Cognitive decline is one of the most distinctive hallmarks of Alzheimer’s disease (AD) that represents a heavy burden for patients and caregivers. The quest to identify the next AD blockbuster drug typically includes cognitive testing in mouse models using techniques like learning in a water maze.
This test involves placing an animal in a pool of water and measuring the time taken for the animal to reach a submerged platform, so that they can stop swimming. Virtually every reputable mouse model of AD has been tested using this method. However, it makes one stop and wonder – would you do that with a human patient? Certainly, no one makes individuals with mild cognitive disability swim repetitively in a pool of water until they find a platform to rest on.

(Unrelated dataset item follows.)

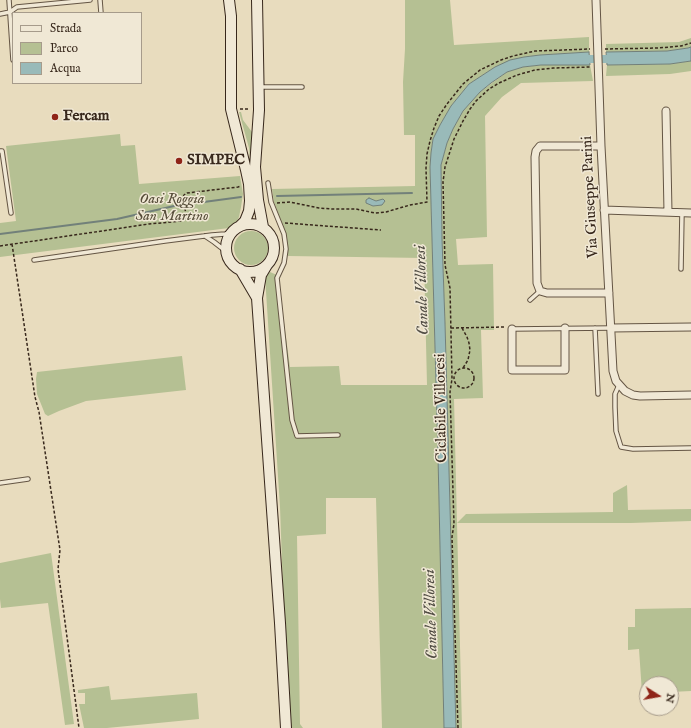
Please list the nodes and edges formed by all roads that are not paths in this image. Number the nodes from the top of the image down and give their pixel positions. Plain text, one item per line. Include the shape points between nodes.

To ensure better translation of cognitive assessment from rodents to humans, one can use alternatives such as touchscreen-based operant testing where mice are trained to use their nose to touch a screen. Mice performing touchscreen tasks are not much different from humans who are assessed in various cognitive test batteries such as CANTAB.
To hear more about touchscreen technology, Dr. Anjli Venkateswaran, a Senior Product Manager with Charles River Discovery Services, at Charles River connected recently with Dr. Maksym Kopanitsa, head of translational biology at Charles River Finland, which specializes in diseases of the central nervous system to discuss the intricacies of this strategy.
AV: Can you share a little history on how touchscreen testing in mice evolved?
MK: The first attempts to use standardized, touchscreen based assessments of cognitive abilities were done in humans by Trevor Robbins and Barbara Sahakian in Cambridge, U.K. About 30 years ago, these scientists developed the Cambridge Neuropsychological Test Automated Battery (CANTAB) in order to detect cognitive impairments in individuals with Alzheimer’s disease and Parkinson’s disease. The idea to use automated touchscreen approach for tests in animals came a little later and was attempted by several research groups. However, the most lasting practical implementation of touchscreen test in rodents was done in the lab of Professor Robbins by Tim Bussey and other colleagues in mid-90s. Their first experiments were done in rats, and touchscreen tasks have been adapted for mice about 15 years ago. Although we can see that development of this technique was “human-to-mouse,” recently there was a study, where an object-location associative task, worked-out initially for mice and rats, was used in humans. So, perhaps we may see more examples of reverse translation in the near future.
AV: What are the major benefits of touchscreen testing compared to traditional methods like water maze?
MK: As you already mentioned, one of the principal benefits of touchscreen-based tasks in mice is their greater similarity to the setting in which human subjects are tested. Although in both techniques animals rely on vision, arguably nose poke reactions to images on the screen are more translational than the time it takes a rat to swim to the platform area. For some mouse models of neurodegenerative diseases, swimming may be too strenuous of an exercise because of their impaired locomotor abilities. It is likely that learning for nutritional reward, which is given for correctly performed touchscreen task, has different molecular and anatomical substrates than learning acquired from the desire to escape an unpleasant experience in the water maze. Finally, touchscreen tasks are automated and more amenable for fine tuning than water maze testing. At the same time, some complex touchscreen tasks require long training periods, so sophistication comes at the expense of time. This is why it will be always a “horses for courses” situation, and researchers will want to use water maze testing, touchscreen tasks and other methods of cognitive assessment, depending on their scientific priorities.
AV: How would one go about designing a touchscreen study to test a new drug candidate for AD?
MK: First, we would need to select an appropriate mouse model with relevant construct validity. For example, if the compound targets beta amyloid accumulation, we would choose mice that have higher concentration of beta amyloid oligomers or exhibit beta amyloid plaques. For substances aimed at tau protein, we would select mice that demonstrate tau hyperphosphorylation and aggregation. There are also transgenic mice that combine both amyloid and tau pathological features, for example CVN mice, available from Charles River.
Next, I would ask the question: which neuropsychological domain are we going to target with this drug? Is this learning and memory, attention or, perhaps, motivation? Although every touchscreen task requires a combination of various cognitive skills, we can look more specifically, for example, into discriminatory learning, sustained attention or tenacity to produce repetitive touch responses in different tests. Good news is that some of these tests can be combined in a battery, so the same set of mice can be tested sequentially in different tasks. Finally, I would look into what CANTAB tasks have reported a deficit in AD patients and whether those CANTAB tasks have analogous mouse versions.